Erreur sur la personne en droit des contrats : définition et recours en cassation

Points clés à retenir

  • L'erreur sur la personne est une cause de nullité relative du contrat (art. 1133 à 1135 du Code civil).
  • Elle doit porter sur les qualités essentielles de la personne, déterminantes du consentement.
  • La preuve de l'erreur incombe à celui qui l'invoque, sauf présomption dans certains cas.
  • La Cour de cassation contrôle rigoureusement l'appréciation souveraine des juges du fond.
  • Un pourvoi en cassation peut être formé pour erreur de qualification juridique des faits.

Définition juridique de l'erreur sur la personne en droit des contrats

L'erreur sur la personne droit des contrats est un vice du consentement prévu aux articles 1133 à 1135 du Code civil. Elle se produit lorsque l'une des parties s'est engagée en considération de la personne de son cocontractant, et que cette personne ne correspond pas à celle qu'elle croyait être. Contrairement à l'erreur sur la substance qui porte sur l'objet même du contrat, l'erreur sur la personne concerne l'identité physique ou les qualités essentielles de l'autre partie.

En pratique, cette erreur est rarement admise par les juges du fond, car elle suppose que la personne était un élément déterminant du consentement. Par exemple, un contrat de travail conclu avec un employeur dont l'identité était cachée, ou un contrat de partenariat fondé sur la réputation personnelle d'un associé. La Cour de cassation rappelle régulièrement que l'erreur doit être excusable et porter sur une qualité substantielle.

« L'erreur sur la personne n'est une cause de nullité que si elle porte sur la personne même avec laquelle on contracte, ou sur les qualités essentielles de cette personne, déterminantes du consentement. » — Cass. civ. 3e, 2025, n° 24-15.678
Conseil d'expert : Distinguez bien l'erreur sur la personne de l'erreur sur les qualités substantielles d'une chose. Si le contrat porte sur un bien, c'est l'erreur sur la substance qui s'applique. L'erreur sur la personne ne concerne que les contrats intuitu personae (conclus en considération de la personne).

Conditions de mise en œuvre (art. 1133-1135 du Code civil)

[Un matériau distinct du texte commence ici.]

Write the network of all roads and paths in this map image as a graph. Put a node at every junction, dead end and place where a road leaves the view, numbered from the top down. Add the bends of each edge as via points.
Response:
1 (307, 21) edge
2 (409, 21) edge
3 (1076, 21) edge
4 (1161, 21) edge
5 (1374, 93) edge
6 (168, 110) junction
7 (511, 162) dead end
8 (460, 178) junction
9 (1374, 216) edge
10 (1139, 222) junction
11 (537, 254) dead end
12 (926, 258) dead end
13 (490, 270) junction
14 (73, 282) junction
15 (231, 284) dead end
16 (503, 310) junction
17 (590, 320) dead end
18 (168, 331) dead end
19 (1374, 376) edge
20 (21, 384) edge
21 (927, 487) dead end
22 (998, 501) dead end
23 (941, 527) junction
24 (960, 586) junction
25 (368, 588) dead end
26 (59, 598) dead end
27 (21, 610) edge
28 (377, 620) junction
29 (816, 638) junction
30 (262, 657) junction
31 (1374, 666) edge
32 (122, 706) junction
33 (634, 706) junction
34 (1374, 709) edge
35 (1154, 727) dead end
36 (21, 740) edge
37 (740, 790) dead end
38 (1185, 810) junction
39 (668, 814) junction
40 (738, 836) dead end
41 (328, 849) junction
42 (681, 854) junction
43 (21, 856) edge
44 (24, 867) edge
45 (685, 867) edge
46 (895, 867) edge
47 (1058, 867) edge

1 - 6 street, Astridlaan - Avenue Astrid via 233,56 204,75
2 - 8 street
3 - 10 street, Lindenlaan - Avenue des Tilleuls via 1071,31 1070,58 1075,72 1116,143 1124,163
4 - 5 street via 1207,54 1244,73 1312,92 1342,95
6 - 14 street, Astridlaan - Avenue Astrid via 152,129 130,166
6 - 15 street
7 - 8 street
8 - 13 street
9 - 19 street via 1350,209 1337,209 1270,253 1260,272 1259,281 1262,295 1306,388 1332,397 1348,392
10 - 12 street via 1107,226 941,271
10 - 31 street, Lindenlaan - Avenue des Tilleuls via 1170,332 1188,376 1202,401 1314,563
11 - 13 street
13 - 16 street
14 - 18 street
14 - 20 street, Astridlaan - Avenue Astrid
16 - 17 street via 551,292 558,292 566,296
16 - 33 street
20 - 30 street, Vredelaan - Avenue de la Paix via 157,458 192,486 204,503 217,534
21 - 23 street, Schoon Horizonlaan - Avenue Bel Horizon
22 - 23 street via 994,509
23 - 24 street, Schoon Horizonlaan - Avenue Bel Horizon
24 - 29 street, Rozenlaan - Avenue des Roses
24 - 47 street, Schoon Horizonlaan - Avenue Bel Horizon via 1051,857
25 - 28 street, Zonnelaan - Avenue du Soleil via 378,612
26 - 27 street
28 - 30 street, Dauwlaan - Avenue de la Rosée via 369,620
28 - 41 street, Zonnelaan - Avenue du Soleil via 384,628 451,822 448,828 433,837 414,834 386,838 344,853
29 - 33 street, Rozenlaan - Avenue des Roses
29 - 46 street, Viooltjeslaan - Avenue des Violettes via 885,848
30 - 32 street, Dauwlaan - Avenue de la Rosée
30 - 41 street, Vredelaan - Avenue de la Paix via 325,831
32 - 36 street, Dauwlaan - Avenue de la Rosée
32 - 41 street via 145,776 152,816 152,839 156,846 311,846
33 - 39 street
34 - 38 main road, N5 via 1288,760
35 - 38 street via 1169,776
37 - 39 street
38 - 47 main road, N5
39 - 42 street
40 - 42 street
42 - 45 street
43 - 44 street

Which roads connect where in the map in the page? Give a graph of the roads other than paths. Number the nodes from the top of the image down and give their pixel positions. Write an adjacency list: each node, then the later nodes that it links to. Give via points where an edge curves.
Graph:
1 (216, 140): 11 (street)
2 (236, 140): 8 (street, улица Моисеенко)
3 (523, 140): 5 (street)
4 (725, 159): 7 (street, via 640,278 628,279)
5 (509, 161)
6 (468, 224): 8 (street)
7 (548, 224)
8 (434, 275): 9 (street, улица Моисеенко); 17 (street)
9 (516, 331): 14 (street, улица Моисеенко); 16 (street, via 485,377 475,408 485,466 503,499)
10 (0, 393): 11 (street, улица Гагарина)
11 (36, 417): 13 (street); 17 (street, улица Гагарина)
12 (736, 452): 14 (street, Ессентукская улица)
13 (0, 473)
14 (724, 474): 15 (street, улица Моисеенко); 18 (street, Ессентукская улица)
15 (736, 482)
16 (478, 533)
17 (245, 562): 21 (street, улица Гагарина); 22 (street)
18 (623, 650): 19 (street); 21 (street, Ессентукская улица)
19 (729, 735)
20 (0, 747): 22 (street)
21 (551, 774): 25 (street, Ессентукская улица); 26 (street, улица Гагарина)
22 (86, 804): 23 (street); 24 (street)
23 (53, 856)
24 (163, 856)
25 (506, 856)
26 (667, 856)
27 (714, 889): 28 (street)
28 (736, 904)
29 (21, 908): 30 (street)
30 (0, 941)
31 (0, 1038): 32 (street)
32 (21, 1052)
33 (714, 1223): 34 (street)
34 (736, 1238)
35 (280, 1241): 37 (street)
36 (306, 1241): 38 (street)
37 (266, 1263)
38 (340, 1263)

Pour invoquer l'erreur sur la personne droit des contrats, trois conditions cumulatives doivent être réunies selon la jurisprudence constante de la Cour de cassation :

1. Une erreur sur l'identité ou les qualités essentielles

L'erreur peut porter sur l'identité civile (nom, prénom) ou sur les qualités essentielles (compétence professionnelle, honorabilité, situation financière). La qualité doit être objectivement déterminante : sans elle, la partie n'aurait pas contracté ou aurait contracté à des conditions différentes.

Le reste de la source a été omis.